The proposed solution: Antibody-drug conjugate incorporating a lactate-reacting linker

  • The faculty inventor has developed a novel antibody-drug conjugate (ADC) with a lactate-responsive linker, structured as either enzyme-Ab-linker-payload or Ab-enzyme-linker-payload, which targets the lactate-rich tumor environment to enhance therapeutic specificity. This linker remains stable in healthy tissue but cleaves in tumor environments with high lactate levels by detecting products of lactate conversions (e.g., H+ and H2O2).

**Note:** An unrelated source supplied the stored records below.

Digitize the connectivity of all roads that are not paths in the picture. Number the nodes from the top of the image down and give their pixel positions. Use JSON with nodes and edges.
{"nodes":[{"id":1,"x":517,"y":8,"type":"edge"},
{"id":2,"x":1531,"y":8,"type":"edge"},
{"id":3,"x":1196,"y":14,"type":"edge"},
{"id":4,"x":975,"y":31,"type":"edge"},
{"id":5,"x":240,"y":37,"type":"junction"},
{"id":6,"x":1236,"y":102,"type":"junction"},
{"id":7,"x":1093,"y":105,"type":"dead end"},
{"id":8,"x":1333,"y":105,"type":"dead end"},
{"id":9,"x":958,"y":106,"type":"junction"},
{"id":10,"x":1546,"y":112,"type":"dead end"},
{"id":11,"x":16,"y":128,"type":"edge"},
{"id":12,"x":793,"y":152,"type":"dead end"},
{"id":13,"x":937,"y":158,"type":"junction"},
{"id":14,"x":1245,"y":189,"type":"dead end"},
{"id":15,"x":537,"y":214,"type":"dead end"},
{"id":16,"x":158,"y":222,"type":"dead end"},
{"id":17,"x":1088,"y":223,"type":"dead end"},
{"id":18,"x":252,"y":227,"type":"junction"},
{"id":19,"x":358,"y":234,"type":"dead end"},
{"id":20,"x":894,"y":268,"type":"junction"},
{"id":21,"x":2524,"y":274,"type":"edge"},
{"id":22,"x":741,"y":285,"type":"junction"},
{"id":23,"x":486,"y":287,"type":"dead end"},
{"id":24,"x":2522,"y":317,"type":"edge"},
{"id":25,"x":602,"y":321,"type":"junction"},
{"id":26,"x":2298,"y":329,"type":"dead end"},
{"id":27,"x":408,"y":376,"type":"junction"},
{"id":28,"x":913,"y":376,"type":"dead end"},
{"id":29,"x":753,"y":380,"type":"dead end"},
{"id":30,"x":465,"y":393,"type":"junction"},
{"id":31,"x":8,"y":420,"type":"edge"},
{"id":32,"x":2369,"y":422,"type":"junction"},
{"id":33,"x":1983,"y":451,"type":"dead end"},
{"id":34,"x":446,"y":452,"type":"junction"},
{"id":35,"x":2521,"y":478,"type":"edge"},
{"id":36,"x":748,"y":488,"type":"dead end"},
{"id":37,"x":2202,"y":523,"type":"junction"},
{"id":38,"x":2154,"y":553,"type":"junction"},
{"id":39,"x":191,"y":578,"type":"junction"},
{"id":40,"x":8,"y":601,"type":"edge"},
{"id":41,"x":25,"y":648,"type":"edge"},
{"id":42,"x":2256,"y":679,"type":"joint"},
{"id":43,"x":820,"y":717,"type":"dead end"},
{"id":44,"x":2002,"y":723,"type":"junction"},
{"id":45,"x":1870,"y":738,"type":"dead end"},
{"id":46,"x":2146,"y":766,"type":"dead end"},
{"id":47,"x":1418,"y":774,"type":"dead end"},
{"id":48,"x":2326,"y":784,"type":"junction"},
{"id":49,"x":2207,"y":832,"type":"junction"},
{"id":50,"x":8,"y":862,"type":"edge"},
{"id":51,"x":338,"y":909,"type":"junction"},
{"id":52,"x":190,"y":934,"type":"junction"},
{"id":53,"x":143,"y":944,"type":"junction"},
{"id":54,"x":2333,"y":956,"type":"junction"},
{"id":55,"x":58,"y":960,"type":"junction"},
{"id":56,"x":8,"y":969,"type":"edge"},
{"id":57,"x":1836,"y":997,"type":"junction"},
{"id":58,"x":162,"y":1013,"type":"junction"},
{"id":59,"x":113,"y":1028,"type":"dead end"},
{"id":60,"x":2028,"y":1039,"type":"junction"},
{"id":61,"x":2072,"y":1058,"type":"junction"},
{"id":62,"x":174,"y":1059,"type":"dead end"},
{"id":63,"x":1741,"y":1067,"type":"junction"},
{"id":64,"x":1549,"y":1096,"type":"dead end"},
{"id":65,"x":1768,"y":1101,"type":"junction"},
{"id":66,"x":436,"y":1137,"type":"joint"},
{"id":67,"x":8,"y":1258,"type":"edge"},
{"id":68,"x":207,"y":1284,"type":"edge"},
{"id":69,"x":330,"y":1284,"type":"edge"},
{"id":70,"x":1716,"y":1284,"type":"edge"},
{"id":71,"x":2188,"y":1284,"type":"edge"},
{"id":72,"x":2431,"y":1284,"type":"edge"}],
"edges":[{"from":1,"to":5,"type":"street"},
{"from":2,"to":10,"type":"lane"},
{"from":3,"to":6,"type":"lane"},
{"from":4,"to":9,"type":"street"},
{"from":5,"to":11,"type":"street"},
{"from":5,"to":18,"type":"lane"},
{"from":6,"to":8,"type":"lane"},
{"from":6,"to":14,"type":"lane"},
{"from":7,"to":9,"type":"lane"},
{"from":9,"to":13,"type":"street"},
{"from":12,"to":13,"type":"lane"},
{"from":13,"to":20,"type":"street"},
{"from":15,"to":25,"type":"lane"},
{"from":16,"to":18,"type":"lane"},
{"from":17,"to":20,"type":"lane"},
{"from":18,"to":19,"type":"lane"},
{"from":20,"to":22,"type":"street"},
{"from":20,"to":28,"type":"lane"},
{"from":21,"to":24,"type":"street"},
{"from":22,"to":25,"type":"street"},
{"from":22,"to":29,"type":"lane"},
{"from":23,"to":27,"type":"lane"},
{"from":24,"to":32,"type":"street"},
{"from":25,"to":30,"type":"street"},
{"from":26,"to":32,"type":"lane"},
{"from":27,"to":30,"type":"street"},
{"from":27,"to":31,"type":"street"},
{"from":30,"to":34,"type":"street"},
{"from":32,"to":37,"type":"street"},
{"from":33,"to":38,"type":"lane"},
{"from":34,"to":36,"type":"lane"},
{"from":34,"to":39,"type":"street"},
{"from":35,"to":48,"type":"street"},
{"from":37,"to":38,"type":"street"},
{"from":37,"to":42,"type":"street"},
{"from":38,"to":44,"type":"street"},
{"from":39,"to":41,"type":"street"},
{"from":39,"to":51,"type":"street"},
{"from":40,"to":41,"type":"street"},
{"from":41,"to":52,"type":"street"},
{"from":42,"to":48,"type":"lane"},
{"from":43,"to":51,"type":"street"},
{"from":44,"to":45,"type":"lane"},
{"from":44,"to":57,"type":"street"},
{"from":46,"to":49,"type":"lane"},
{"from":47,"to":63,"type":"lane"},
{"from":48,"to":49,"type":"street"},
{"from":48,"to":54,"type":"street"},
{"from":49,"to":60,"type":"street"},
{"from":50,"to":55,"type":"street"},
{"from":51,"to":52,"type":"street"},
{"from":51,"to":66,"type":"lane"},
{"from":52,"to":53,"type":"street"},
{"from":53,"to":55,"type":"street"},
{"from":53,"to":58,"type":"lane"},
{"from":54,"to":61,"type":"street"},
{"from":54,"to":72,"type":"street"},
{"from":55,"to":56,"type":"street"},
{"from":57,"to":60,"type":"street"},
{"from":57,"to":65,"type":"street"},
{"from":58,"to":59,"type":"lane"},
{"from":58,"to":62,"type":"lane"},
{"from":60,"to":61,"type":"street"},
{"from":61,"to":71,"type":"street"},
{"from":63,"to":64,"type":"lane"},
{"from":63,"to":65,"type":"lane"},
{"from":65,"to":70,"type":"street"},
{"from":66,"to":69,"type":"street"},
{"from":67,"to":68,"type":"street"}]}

After being triggered by this signal in the TME, the ADC can release its therapeutic payload into the tumor microenvironment.  In a mouse model of breast cancer, the lactate-responsive ADC demonstrated greater efficacy and reduced tumor volume compared to a commercially available ADC with the same antibody and payload.

FIGURE

Potential lactate-reacting enzymes that catalyze lactate to stimulate cleavage of the redox or pH-responsive chemical bond (Fig. 1); greater anti-tumor efficacy of lactate-responsive ADC over a commercially available ADC (Fig. 5). 

 

ADVANTAGES

ADVANTAGES

  • Leverages tumor-specific microenvironment (lactate concentration) to improve targeting of ADC

  • Applicability to solid and non-solid tumor cancer treatment markets

  • Modular nature of technology

  • Ability of the linker’s reactive functional groups to be covalently conjugated to one or more payloads, and the other side of the linker to be covalently conjugated to one or more antibodies

APPLICATIONS

  • Novel ADC composition including a lactate-reacting linker to improve cancer drug efficacy

  • Use the lactate-reacting linker for diagnostic applications in high lactate microenvironments of clinical concern 

  • Demonstrated therapeutic efficacy in an in vivo solid tumor mouse model.